Type out the full set of entries again, unchanged.

--- START ---

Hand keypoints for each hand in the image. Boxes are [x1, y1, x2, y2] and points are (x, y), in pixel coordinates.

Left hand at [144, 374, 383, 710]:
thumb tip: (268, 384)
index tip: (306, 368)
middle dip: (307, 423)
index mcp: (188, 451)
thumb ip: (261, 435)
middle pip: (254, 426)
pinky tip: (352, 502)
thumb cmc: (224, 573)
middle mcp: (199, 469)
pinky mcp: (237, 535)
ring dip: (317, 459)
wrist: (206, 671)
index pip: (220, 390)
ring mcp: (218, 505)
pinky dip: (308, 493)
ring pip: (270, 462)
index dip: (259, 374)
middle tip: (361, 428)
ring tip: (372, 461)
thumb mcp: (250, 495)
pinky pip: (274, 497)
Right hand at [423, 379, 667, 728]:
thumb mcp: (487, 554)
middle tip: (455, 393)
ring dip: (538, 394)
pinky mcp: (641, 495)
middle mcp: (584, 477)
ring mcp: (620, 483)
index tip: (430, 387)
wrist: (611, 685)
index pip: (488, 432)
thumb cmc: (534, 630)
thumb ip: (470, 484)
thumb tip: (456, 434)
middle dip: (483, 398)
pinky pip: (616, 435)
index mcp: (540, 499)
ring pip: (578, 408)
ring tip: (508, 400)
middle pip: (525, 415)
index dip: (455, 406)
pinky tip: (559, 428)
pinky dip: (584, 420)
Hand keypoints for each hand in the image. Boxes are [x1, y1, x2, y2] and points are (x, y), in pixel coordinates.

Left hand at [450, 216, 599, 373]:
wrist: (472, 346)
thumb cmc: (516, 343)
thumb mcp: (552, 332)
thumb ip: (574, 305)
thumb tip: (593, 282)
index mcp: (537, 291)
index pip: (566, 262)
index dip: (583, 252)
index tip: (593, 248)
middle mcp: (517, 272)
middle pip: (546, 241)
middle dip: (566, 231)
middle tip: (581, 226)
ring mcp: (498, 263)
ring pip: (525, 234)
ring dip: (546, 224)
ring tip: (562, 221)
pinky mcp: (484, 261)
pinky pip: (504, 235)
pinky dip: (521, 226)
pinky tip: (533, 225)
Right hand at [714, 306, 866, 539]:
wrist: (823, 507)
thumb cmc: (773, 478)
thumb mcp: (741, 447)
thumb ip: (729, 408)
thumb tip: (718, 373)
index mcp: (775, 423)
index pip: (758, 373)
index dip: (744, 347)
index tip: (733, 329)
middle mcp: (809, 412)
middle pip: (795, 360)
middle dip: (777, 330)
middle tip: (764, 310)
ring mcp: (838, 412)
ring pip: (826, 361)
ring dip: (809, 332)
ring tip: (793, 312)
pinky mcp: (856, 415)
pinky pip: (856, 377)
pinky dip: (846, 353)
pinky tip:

--- END ---

> **Task response**:
Hand keypoints for each hand in the image. Boxes are [x1, y1, x2, y2] and points are (x, y), in pixel coordinates.

Left hand at [144, 374, 383, 710]:
thumb tip: (268, 384)
index tip: (306, 368)
middle dip: (307, 423)
index mcp: (188, 451)
thumb ip: (261, 435)
middle pip: (254, 426)
pinky tip: (352, 502)
thumb cmc: (224, 573)
middle mcp: (199, 469)
pinky mcp: (237, 535)
ring dip: (317, 459)
wrist: (206, 671)
index pip: (220, 390)
ring mcp: (218, 505)
pinky dip: (308, 493)
ring pip: (270, 462)
index dip: (259, 374)
middle tip: (361, 428)
ring tip: (372, 461)
thumb mcp: (250, 495)
pinky pip: (274, 497)
Right hand at [423, 379, 667, 728]:
thumb mcp: (487, 554)
middle tip: (455, 393)
ring dip: (538, 394)
pinky mcp: (641, 495)
middle mcp: (584, 477)
ring mcp: (620, 483)
index tip: (430, 387)
wrist: (611, 685)
index pip: (488, 432)
thumb cmc: (534, 630)
thumb ip: (470, 484)
thumb tip: (456, 434)
middle dip: (483, 398)
pinky pip: (616, 435)
index mcp: (540, 499)
ring pip: (578, 408)
ring tip: (508, 400)
middle pip: (525, 415)
index dip: (455, 406)
pinky tip: (559, 428)
pinky dip: (584, 420)
Hand keypoints for each hand in the image. Boxes are [x1, y1, x2, y2] and points are (x, y), in pixel coordinates.

Left hand at [450, 216, 599, 373]:
wrist: (472, 346)
thumb cmc: (516, 343)
thumb mcp: (552, 332)
thumb ip: (574, 305)
thumb tip: (593, 282)
index mcp: (537, 291)
index pip: (566, 262)
index dip: (583, 252)
index tip: (593, 248)
middle mcp: (517, 272)
middle pip: (546, 241)
middle dip: (566, 231)
middle tip: (581, 226)
ring mcp: (498, 263)
ring pip: (525, 234)
ring dip: (546, 224)
ring tip: (562, 221)
pinky mcp: (484, 261)
pinky pip: (504, 235)
pinky dip: (521, 226)
pinky tip: (533, 225)
Right hand at [714, 306, 866, 539]:
wrist: (823, 507)
thumb cmc: (773, 478)
thumb mcp: (741, 447)
thumb ip: (729, 408)
thumb tip: (718, 373)
index mcp: (775, 423)
index pip: (758, 373)
index dip: (744, 347)
index tip: (733, 329)
middle mcp: (809, 412)
middle pip: (795, 360)
middle dip: (777, 330)
middle tip: (764, 310)
ring mcp: (838, 412)
ring pip: (826, 361)
ring dip: (809, 332)
ring tip: (793, 312)
pinky mcp: (856, 415)
pinky pip: (856, 377)
pinky dip: (846, 353)
pinky tip:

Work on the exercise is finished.